- [Work task] Restate the data exactly as given and keep the pictures out.
··· Supplied material
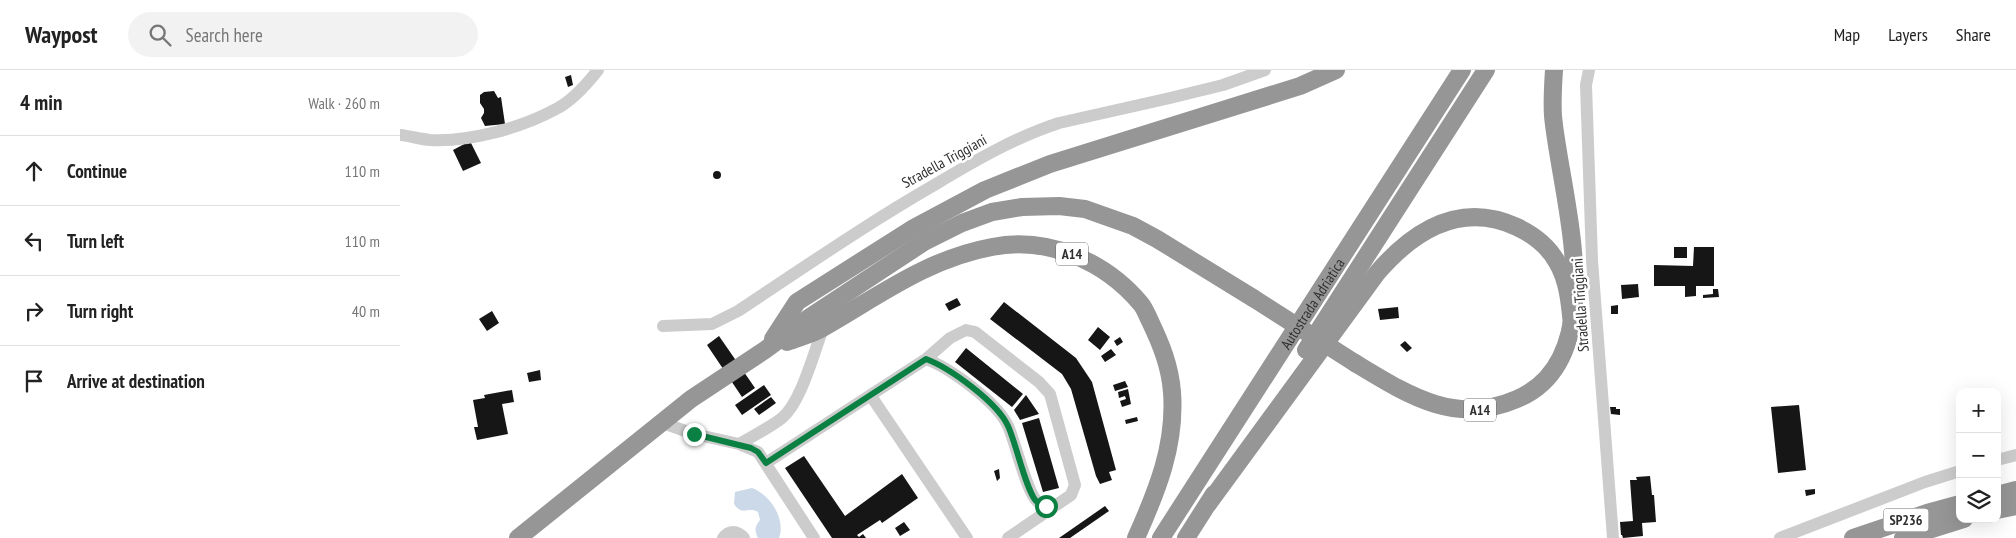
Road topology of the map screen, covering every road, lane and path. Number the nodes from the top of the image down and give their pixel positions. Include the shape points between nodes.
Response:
1 (598, 70) edge
2 (1265, 70) edge
3 (1336, 70) edge
4 (1462, 70) edge
5 (1486, 70) edge
6 (1554, 70) edge
7 (1589, 70) edge
8 (400, 135) edge
9 (1572, 324) junction
10 (663, 326) dead end
11 (824, 326) junction
12 (765, 350) junction
13 (926, 359) junction
14 (871, 396) junction
15 (660, 422) junction
16 (739, 444) junction
17 (2016, 455) edge
18 (2001, 459) edge
19 (766, 463) junction
20 (1956, 473) edge
21 (2016, 490) edge
22 (2001, 494) edge
23 (1208, 504) junction
24 (1956, 505) edge
25 (2016, 506) edge
26 (1050, 508) junction
27 (2001, 509) edge
28 (1956, 521) edge
29 (518, 538) edge
30 (723, 538) edge
31 (744, 538) edge
32 (814, 538) edge
33 (967, 538) edge
34 (1008, 538) edge
35 (1136, 538) edge
36 (1161, 538) edge
37 (1186, 538) edge
38 (1613, 538) edge
39 (1780, 538) edge
40 (1853, 538) edge
41 (1903, 538) edge

1 - 8 street via 558,109 525,123 455,139 429,140
2 - 10 street, Stradella Triggiani via 1223,85 1035,131 884,214 738,312 712,324
3 - 12 highway via 1300,86 1075,156 985,190 912,229 797,302
4 - 36 highway, Autostrada Adriatica
5 - 23 highway, Autostrada Adriatica / A14
6 - 9 highway, A14 via 1553,115 1574,271
7 - 38 street, Stradella Triggiani via 1586,85 1592,260
9 - 12 highway, A14, bridge via 1565,351 1553,371 1524,396 1489,409 1471,411 1434,404 1402,392 1184,254 1133,226 1085,209 1022,207 992,212 924,242
9 - 23 highway, A14 via 1564,277 1557,262 1541,241 1524,230 1491,217 1452,219 1422,233 1391,256 1377,273
11 - 12 highway, A14
11 - 16 street via 791,408 782,418
11 - 35 highway, A14 via 887,288 936,264 994,246 1026,244 1058,249 1096,265 1142,305 1169,368 1172,394 1169,446 1158,490
12 - 15 highway
13 - 14 street
13 - 26 street via 956,374 999,412 1010,431 1029,488 1036,501
13 - 26 street via 950,338 966,330 974,332 1050,394 1075,485 1071,495
14 - 19 street
14 - 33 street
15 - 16 street
15 - 29 highway
16 - 19 street via 758,452
17 - 18 street
19 - 32 street
20 - 39 street
21 - 22 highway
23 - 37 highway, Autostrada Adriatica / A14
24 - 40 highway, SP236
25 - 27 highway
26 - 34 street
28 - 41 highway, SP236
30 - 31 street via 727,533 737,532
······
- [Output below]
Road topology of the map screen, covering every road, lane and path. Number the nodes from the top of the image down and give their pixel positions. Include the shape points between nodes.
Response:
1 (598, 70) edge
2 (1265, 70) edge
3 (1336, 70) edge
4 (1462, 70) edge
5 (1486, 70) edge
6 (1554, 70) edge
7 (1589, 70) edge
8 (400, 135) edge
9 (1572, 324) junction
10 (663, 326) dead end
11 (824, 326) junction
12 (765, 350) junction
13 (926, 359) junction
14 (871, 396) junction
15 (660, 422) junction
16 (739, 444) junction
17 (2016, 455) edge
18 (2001, 459) edge
19 (766, 463) junction
20 (1956, 473) edge
21 (2016, 490) edge
22 (2001, 494) edge
23 (1208, 504) junction
24 (1956, 505) edge
25 (2016, 506) edge
26 (1050, 508) junction
27 (2001, 509) edge
28 (1956, 521) edge
29 (518, 538) edge
30 (723, 538) edge
31 (744, 538) edge
32 (814, 538) edge
33 (967, 538) edge
34 (1008, 538) edge
35 (1136, 538) edge
36 (1161, 538) edge
37 (1186, 538) edge
38 (1613, 538) edge
39 (1780, 538) edge
40 (1853, 538) edge
41 (1903, 538) edge

1 - 8 street via 558,109 525,123 455,139 429,140
2 - 10 street, Stradella Triggiani via 1223,85 1035,131 884,214 738,312 712,324
3 - 12 highway via 1300,86 1075,156 985,190 912,229 797,302
4 - 36 highway, Autostrada Adriatica
5 - 23 highway, Autostrada Adriatica / A14
6 - 9 highway, A14 via 1553,115 1574,271
7 - 38 street, Stradella Triggiani via 1586,85 1592,260
9 - 12 highway, A14, bridge via 1565,351 1553,371 1524,396 1489,409 1471,411 1434,404 1402,392 1184,254 1133,226 1085,209 1022,207 992,212 924,242
9 - 23 highway, A14 via 1564,277 1557,262 1541,241 1524,230 1491,217 1452,219 1422,233 1391,256 1377,273
11 - 12 highway, A14
11 - 16 street via 791,408 782,418
11 - 35 highway, A14 via 887,288 936,264 994,246 1026,244 1058,249 1096,265 1142,305 1169,368 1172,394 1169,446 1158,490
12 - 15 highway
13 - 14 street
13 - 26 street via 956,374 999,412 1010,431 1029,488 1036,501
13 - 26 street via 950,338 966,330 974,332 1050,394 1075,485 1071,495
14 - 19 street
14 - 33 street
15 - 16 street
15 - 29 highway
16 - 19 street via 758,452
17 - 18 street
19 - 32 street
20 - 39 street
21 - 22 highway
23 - 37 highway, Autostrada Adriatica / A14
24 - 40 highway, SP236
25 - 27 highway
26 - 34 street
28 - 41 highway, SP236
30 - 31 street via 727,533 737,532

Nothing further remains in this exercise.